Konjunkturhilfen müssen zum Klimaschutz beitragen
Beim „Autogipfel“ am 05.05.2020 diskutieren Bundesregierung und Autohersteller über Konjunkturmaßnahmen für die Automobilindustrie. Im Gespräch sind verschiedene Anreizprogramme für den Kauf von Fahrzeugen, darunter die Abwrackprämie. Das Öko-Institut hat in einem Diskussionspapier Chancen und Risiken von Kaufanreizen und der Abwrackprämie betrachtet sowie Leitplanken für ihre ökologische Ausrichtung formuliert. Das Papier entstand im Rahmen eines von der Deutschen Bundesstiftung Umwelt (DBU) geförderten Projektes zur Analyse möglicher Elemente eines Konjunkturpaketes.

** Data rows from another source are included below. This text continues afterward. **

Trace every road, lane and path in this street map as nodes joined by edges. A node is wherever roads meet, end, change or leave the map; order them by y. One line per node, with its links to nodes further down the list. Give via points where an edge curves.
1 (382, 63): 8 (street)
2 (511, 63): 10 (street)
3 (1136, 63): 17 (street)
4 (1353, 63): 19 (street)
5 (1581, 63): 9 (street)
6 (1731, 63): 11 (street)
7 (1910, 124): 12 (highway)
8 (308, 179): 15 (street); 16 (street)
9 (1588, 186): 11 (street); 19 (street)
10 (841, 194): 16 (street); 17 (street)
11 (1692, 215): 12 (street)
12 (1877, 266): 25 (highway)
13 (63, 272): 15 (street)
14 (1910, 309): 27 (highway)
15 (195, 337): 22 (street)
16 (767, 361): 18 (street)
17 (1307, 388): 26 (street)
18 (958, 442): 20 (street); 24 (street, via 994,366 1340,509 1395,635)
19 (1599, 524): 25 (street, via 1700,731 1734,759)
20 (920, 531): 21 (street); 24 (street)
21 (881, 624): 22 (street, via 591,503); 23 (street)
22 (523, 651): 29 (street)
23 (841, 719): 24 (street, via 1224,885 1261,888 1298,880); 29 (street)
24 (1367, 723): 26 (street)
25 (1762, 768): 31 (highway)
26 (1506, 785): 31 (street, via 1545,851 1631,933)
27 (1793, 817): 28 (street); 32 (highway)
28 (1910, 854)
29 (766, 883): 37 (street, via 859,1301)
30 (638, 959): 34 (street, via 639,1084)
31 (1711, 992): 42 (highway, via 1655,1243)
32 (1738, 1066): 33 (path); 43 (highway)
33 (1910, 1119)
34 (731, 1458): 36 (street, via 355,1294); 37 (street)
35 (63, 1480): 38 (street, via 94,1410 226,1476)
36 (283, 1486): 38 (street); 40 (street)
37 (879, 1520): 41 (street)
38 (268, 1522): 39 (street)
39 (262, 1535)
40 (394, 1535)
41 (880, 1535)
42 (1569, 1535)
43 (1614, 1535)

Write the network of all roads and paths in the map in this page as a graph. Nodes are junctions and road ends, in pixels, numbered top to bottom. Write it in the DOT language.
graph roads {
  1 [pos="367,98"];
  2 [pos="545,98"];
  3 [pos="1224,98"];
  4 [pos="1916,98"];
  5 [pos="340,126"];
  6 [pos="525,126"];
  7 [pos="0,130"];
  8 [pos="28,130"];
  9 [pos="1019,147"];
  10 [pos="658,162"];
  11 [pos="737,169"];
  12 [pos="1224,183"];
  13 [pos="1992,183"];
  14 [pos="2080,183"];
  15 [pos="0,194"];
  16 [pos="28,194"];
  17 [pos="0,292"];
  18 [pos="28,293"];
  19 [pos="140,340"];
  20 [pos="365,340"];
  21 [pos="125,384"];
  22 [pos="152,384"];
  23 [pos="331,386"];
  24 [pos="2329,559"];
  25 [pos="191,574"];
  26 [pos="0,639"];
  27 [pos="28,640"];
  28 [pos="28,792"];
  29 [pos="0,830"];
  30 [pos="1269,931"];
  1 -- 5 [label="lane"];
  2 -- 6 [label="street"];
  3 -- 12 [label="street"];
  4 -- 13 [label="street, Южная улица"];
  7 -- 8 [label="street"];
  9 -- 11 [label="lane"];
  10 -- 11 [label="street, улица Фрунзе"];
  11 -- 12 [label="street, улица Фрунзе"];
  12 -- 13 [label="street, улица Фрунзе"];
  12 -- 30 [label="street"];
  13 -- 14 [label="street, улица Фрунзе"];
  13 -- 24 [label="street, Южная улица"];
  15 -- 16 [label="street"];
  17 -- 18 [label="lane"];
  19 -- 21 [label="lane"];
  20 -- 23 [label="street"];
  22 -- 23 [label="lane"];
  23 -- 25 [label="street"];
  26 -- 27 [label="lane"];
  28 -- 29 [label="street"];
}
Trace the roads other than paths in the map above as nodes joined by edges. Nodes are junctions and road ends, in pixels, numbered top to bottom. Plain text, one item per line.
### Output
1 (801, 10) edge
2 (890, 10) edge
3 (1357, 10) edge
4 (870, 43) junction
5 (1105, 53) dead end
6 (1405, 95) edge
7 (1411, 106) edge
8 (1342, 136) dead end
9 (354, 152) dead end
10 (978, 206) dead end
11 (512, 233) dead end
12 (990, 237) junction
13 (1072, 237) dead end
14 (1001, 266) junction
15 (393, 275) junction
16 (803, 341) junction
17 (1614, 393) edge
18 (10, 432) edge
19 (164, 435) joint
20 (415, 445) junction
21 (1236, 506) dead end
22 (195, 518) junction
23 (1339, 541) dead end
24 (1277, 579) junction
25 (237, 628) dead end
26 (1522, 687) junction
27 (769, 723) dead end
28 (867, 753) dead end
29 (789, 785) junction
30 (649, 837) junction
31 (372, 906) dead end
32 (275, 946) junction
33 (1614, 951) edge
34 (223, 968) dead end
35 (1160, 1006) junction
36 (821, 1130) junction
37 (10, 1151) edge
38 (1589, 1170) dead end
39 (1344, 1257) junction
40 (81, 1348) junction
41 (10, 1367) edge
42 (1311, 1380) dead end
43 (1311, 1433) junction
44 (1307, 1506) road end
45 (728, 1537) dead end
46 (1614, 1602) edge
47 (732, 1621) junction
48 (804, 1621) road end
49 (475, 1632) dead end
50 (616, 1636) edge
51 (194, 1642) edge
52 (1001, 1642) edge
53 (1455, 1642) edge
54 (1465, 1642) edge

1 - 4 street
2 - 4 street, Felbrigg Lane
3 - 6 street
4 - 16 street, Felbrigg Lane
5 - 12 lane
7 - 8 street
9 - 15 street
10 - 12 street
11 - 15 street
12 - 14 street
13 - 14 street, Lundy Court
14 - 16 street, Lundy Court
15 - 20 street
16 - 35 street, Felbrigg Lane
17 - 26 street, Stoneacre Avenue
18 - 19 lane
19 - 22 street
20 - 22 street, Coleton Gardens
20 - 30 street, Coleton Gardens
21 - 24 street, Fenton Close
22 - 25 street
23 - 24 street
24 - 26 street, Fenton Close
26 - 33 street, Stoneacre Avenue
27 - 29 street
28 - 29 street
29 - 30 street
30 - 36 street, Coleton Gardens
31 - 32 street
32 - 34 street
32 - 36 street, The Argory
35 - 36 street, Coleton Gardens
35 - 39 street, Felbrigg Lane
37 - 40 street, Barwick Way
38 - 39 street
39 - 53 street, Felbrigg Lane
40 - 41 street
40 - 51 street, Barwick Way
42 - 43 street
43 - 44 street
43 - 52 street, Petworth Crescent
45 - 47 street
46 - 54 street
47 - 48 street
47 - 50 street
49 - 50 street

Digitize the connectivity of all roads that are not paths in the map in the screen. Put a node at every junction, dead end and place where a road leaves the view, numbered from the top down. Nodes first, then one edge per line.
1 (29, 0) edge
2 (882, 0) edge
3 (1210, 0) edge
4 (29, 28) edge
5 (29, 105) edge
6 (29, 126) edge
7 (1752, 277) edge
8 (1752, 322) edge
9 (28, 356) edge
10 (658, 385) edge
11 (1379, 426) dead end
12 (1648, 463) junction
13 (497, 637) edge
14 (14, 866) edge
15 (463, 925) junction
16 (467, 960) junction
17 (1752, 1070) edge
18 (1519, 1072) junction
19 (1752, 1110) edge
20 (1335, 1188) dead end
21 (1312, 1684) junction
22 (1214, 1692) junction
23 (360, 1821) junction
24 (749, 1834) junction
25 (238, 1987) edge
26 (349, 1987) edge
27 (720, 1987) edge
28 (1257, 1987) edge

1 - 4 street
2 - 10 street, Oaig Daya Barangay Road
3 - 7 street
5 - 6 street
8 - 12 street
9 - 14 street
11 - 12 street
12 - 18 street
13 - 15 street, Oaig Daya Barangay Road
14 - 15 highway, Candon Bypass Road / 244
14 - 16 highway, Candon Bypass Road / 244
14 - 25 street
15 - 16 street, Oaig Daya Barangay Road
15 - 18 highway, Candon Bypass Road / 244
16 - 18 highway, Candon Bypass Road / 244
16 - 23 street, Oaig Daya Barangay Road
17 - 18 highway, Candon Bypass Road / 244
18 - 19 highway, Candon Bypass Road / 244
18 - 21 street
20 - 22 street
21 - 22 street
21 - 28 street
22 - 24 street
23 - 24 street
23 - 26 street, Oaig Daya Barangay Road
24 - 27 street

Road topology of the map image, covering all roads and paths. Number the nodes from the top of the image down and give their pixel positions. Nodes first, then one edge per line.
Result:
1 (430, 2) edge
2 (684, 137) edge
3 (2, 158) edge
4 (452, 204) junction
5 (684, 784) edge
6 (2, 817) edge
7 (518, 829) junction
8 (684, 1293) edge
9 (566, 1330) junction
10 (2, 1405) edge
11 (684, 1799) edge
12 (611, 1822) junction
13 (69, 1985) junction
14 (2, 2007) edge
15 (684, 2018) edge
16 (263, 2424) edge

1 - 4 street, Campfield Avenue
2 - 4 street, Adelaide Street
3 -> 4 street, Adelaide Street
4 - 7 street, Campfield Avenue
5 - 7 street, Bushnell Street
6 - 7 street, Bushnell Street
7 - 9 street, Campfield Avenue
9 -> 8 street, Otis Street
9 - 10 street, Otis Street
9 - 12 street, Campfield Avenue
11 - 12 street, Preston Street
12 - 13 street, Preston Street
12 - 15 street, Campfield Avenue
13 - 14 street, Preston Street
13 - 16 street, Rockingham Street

Für effektiven und sozial verträglichen Klimaschutz im Verkehr gibt es aus Sicht des Öko-Instituts deutlich besser geeignete Handlungsoptionen als Kaufanreize für Pkw. Wenn diese aus industriepolitischen Gründen beschlossen würden, dann müssten sie ökologischen und sozialen Minimalanforderungen genügen, so das Öko-Institut.
Eine mögliche Option: Die realen CO2-Emissionen während der Nutzung im Straßenbetrieb des Neufahrzeugs müstsen mindestens 30 Prozent unter denen des Altfahrzeugs liegen. Dies würde besonders klimaschädliche Fahrzeuge aus dem Verkehr ziehen und die Neuanschaffung von E-Autos fördern. Alternativ könnte die Kaufprämie für Elektroautos je nach Listenpreis des Fahrzeugs angehoben werden. Auch das würde die Hürde der hohen Anfangsinvestitionen für die E-Autos senken, heißt es weiter in der Pressemitteilung vom 04.05.2020.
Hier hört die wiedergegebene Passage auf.